Cold Calling For Your Job Search

Published: May 25, 2010

 Job Search       
As a former recruiter, I will be the first person to recommend against cold calling a recruiter. In addition, those job postings say, “No phone calls, please” for a reason – calling to follow up on your application is not a good use of time. However, does that mean you should never cold call in your job search? Not at all -- I am a big advocate of cold calling prospective employers in your job search for the right reasons and with the right technique.

Cold calling covers more ground: finding a personal introduction for a “warm” call might be impossible for certain firms where you just don’t have a lead. Cold calling is faster: when you rely on someone else to make an introduction you are hostage to their timetable (and no one will have the same urgency about your search as you will). Cold calling keeps the ball in your court: you know exactly how you’re going to pitch a cold call, but you can’t control how someone talks about you when they refer you, regardless of how well-intentioned they are.

But cold call hiring managers, not recruiters. My job as a recruiter was to find the best match for my client, not help you with your job search. It was rare that an unsolicited call was from a candidate with the exact fit – if you have the exact fit to an open job, the recruiter will likely find you.

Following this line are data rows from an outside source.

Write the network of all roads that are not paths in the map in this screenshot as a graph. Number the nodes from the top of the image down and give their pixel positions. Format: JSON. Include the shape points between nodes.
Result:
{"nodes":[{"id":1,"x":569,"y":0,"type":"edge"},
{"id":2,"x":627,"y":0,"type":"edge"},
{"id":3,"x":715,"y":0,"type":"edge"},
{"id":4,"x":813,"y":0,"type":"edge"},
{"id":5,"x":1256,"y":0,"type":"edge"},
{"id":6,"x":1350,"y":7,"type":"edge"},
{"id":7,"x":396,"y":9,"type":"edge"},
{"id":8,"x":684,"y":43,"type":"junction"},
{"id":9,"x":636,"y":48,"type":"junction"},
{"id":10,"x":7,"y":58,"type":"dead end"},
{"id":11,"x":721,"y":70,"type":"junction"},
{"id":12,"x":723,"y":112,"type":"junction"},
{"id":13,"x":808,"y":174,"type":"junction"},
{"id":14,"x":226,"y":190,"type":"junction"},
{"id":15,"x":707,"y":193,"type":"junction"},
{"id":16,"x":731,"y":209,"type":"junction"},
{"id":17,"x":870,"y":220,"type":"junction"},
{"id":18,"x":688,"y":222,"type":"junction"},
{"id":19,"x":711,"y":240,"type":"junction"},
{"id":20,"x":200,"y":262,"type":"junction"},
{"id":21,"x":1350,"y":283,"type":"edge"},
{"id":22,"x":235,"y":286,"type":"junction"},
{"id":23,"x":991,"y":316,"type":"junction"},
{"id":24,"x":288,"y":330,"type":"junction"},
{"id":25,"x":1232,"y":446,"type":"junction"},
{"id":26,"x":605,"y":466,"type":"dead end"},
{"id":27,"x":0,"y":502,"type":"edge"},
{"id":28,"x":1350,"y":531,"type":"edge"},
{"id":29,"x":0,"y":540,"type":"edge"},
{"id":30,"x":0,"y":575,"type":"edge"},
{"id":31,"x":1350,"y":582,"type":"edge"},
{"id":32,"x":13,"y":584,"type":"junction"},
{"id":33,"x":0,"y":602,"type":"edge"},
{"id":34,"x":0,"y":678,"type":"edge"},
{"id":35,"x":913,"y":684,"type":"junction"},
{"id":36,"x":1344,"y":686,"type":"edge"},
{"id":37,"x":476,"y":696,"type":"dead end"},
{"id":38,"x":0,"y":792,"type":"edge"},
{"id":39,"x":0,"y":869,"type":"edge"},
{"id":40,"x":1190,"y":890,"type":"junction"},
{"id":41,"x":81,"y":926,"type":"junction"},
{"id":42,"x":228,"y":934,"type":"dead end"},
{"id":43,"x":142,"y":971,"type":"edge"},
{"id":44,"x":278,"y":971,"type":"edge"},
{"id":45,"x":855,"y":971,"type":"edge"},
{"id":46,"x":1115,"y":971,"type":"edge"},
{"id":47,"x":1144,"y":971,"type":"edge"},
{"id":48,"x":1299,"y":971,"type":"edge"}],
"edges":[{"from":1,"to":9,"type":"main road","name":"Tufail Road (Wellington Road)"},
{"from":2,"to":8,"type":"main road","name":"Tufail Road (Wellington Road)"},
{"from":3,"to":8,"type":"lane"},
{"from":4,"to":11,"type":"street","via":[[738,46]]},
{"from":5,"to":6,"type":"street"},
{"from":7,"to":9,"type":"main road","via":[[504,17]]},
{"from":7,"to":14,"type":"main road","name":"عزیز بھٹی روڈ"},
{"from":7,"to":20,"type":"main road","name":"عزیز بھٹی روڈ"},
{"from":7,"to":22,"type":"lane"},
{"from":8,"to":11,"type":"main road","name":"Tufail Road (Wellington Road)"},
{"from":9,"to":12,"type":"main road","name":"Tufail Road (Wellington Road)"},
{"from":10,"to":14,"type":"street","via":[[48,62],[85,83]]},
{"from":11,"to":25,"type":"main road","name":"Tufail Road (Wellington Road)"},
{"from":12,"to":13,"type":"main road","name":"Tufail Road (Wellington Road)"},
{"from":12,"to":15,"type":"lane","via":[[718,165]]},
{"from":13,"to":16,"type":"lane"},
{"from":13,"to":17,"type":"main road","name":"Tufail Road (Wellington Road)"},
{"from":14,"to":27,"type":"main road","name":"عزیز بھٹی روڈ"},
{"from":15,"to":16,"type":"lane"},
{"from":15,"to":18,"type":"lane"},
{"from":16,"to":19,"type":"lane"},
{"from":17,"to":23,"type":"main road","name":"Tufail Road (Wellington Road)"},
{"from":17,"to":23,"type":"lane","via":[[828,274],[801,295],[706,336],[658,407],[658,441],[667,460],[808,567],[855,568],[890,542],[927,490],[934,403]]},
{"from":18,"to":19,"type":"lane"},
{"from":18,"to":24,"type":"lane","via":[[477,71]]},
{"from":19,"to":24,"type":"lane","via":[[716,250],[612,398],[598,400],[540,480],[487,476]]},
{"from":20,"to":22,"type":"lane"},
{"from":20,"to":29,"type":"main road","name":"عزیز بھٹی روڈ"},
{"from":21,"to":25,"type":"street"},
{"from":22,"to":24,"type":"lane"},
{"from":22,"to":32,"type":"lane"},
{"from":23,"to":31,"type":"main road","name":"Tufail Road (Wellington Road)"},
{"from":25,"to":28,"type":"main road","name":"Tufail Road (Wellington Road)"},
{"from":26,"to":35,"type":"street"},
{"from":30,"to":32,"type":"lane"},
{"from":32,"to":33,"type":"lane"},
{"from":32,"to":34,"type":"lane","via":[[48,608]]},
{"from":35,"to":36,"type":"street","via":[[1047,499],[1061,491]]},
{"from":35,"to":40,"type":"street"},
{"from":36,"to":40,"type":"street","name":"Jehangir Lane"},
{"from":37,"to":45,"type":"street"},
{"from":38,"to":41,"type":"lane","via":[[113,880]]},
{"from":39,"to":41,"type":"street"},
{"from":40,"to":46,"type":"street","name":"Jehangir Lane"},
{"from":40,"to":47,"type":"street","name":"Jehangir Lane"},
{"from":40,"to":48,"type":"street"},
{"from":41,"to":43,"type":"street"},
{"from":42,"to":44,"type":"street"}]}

The irony is that, as a recruiter I had the perspective to often see how someone without the exact background or experience could do the job, but I was not in a position to advocate for that person. A recruiter’s role is to make the exact match and keep everyone else out. Hiring managers, on the other hand, are the decision-makers for the actual job and don’t need to focus on keeping people out, just getting the right person in. You want to cold call the hiring manager. This means you need to identify who is the decision-maker for that job.

Your cold call to the hiring manager needs to demonstrate that you are that right person for their job. A lot of jobseekers focus their pitch on who they are – where they worked, what they did. The prospective employer cares about how their new hire will work for them and what they will do for them. Frame everything you did in terms of benefit to the hiring manager. It’s not just about having done extensive market research for Old Company A. It’s about being able to research this Market-You-Care-About for Target Company B. This means you need to know your target intimately – what they are working on, what keeps them up at night – so you can position yourself as the answer to their prayers.

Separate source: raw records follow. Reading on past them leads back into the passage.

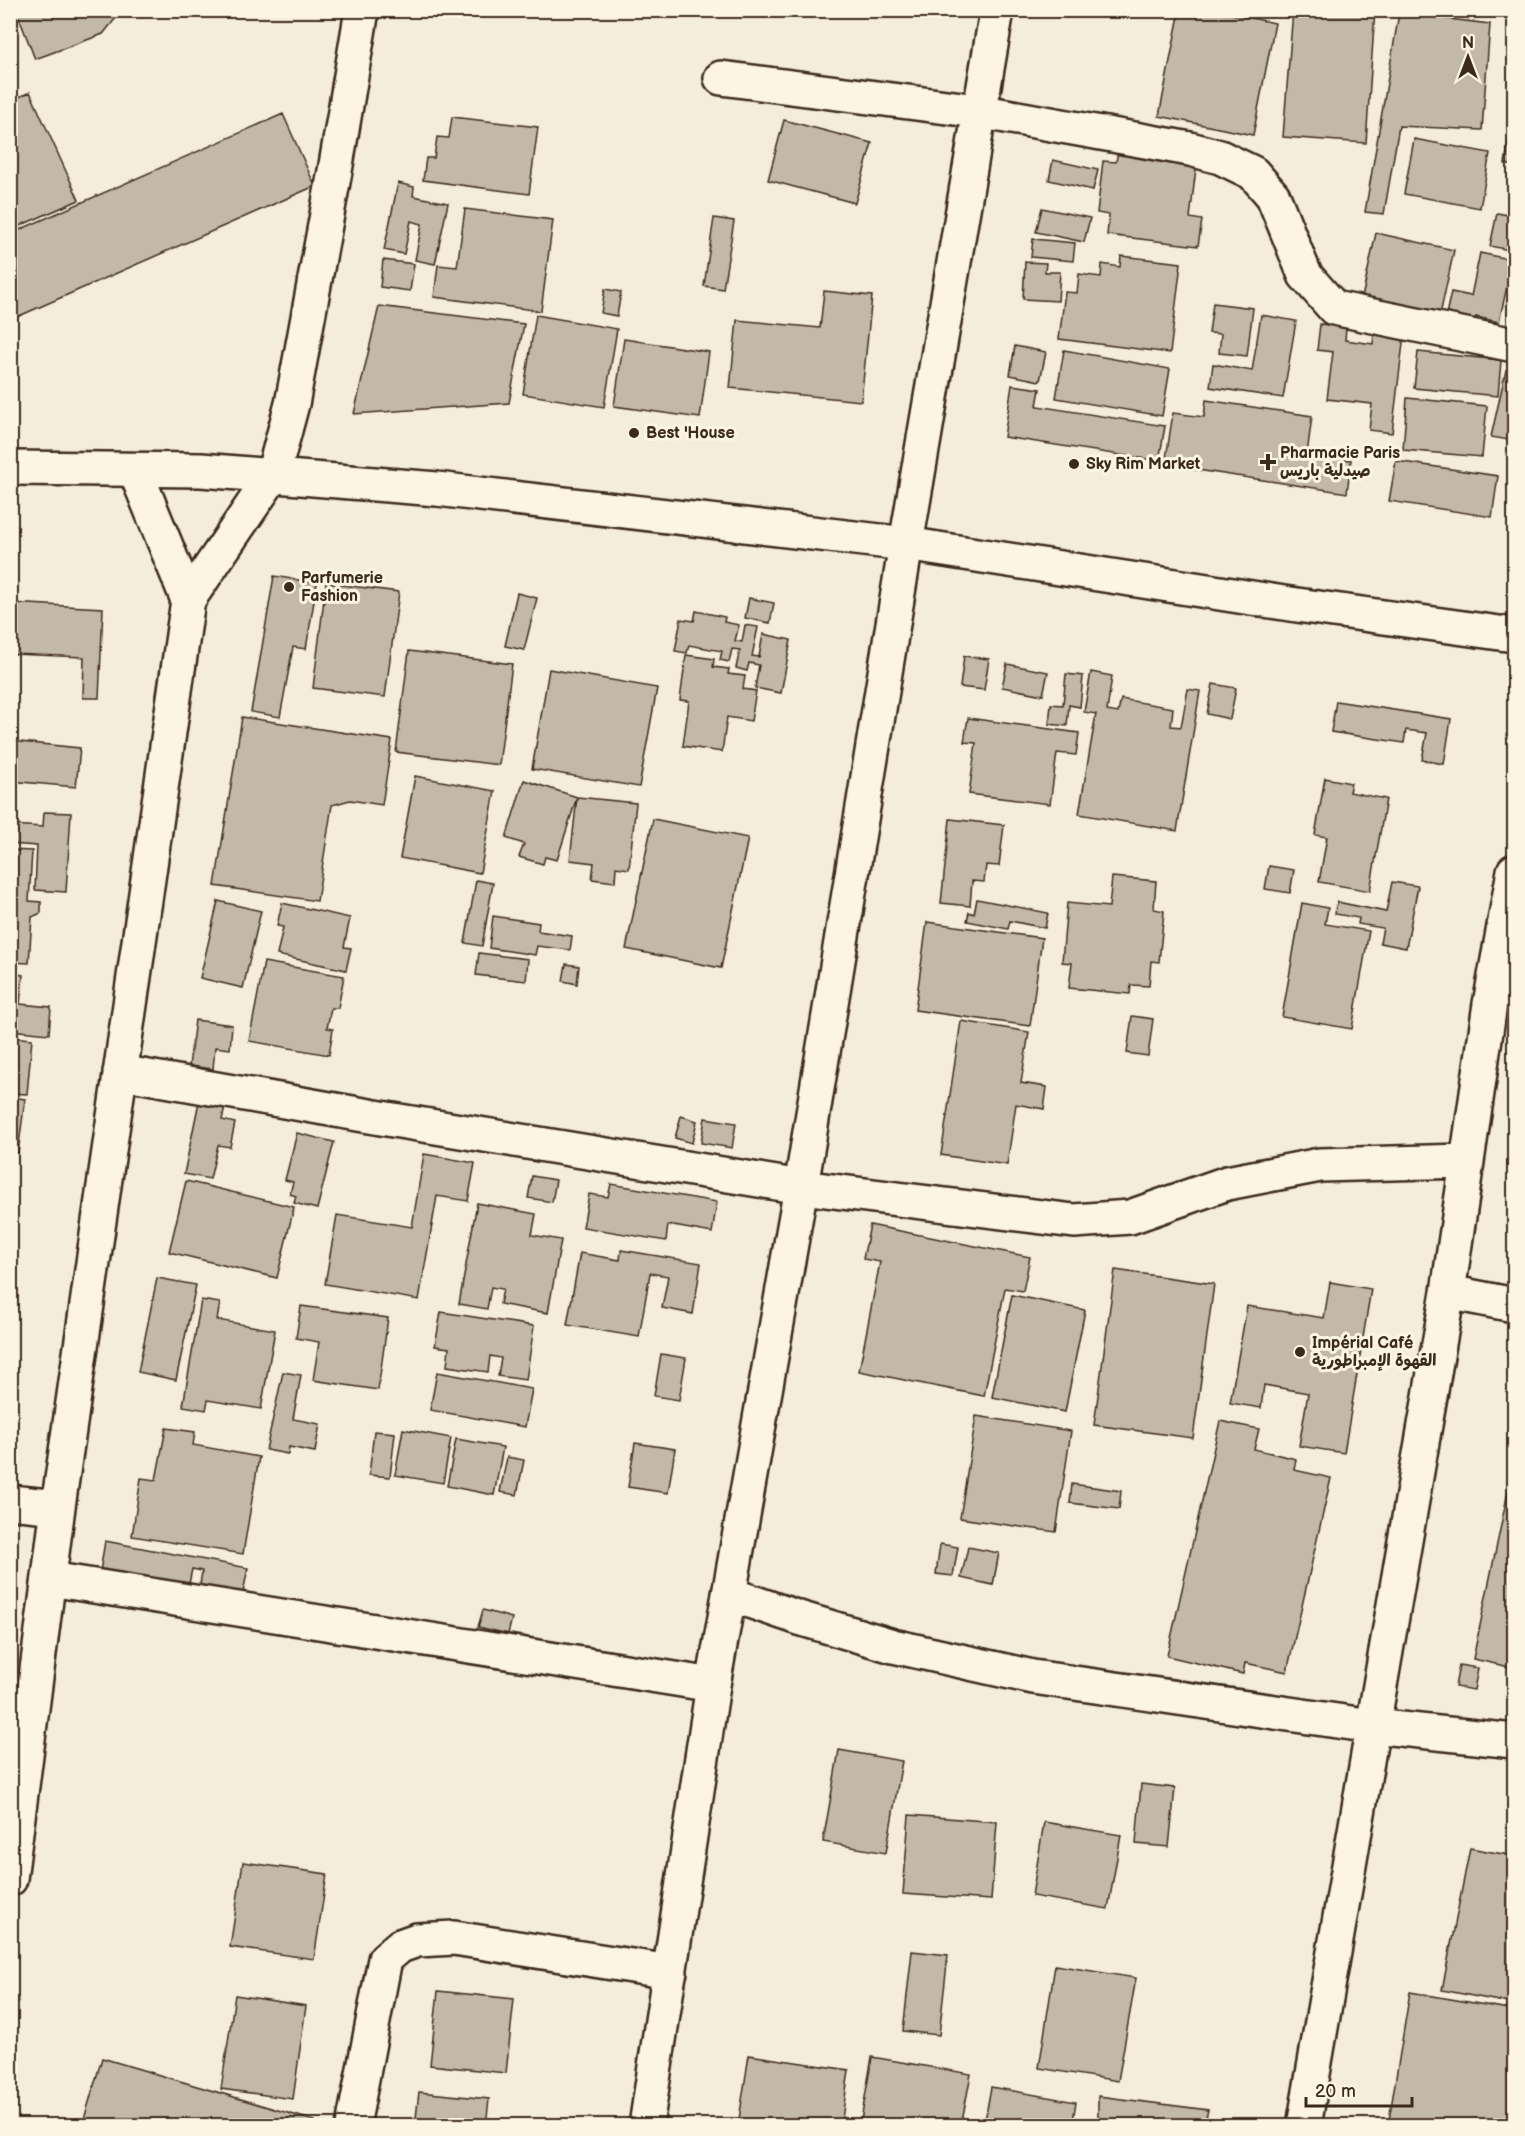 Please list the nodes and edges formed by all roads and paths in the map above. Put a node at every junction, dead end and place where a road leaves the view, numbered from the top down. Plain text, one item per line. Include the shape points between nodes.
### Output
1 (362, 10) edge
2 (997, 10) edge
3 (721, 78) dead end
4 (978, 111) junction
5 (1515, 345) edge
6 (10, 468) edge
7 (135, 470) junction
8 (273, 475) junction
9 (906, 544) junction
10 (188, 600) junction
11 (1515, 635) edge
12 (1515, 871) edge
13 (120, 1072) junction
14 (1466, 1161) junction
15 (801, 1187) junction
16 (1448, 1292) junction
17 (1515, 1305) edge
18 (10, 1502) edge
19 (58, 1507) junction
20 (50, 1579) junction
21 (729, 1594) junction
22 (713, 1685) junction
23 (1372, 1726) junction
24 (1515, 1741) edge
25 (10, 1879) edge
26 (670, 1972) junction
27 (353, 2126) edge
28 (646, 2126) edge
29 (1304, 2126) edge

1 - 8 street via 292,404
2 - 4 street
3 - 4 street
4 - 5 street via 1220,157 1253,172 1273,196 1305,274 1335,308
4 - 9 street
6 - 7 street
7 - 8 street
7 - 10 street
8 - 9 street via 436,489
8 - 10 street
9 - 11 street
9 - 15 street
10 - 13 street
12 - 14 street
13 - 15 street
13 - 19 street
14 - 15 street via 1320,1165 1227,1183 1130,1216 1074,1221
14 - 16 street
15 - 21 street
16 - 17 street
16 - 23 street
18 - 19 street
19 - 20 street
20 - 22 street
20 - 25 street
21 - 22 street
21 - 23 street via 893,1646 1033,1677
22 - 26 street
23 - 24 street
23 - 29 street
26 - 27 street via 454,1938 417,1940 400,1946 386,1959
26 - 28 street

Identifying the right people and positioning yourself in a way that gets noticed is hard work. But it’s the difference between the average jobseeker with little to no results and the star candidate with multiple offers (yes, people are getting multiple offers in this market). Identifying hiring managers and pitching yourself well, while difficult, are skills that can be learned. Many of my clients didn’t believe in cold calling till they did it and got jobs because of it. So get the support you need to do it right and cold call away. Cold calling is an effective job search strategy.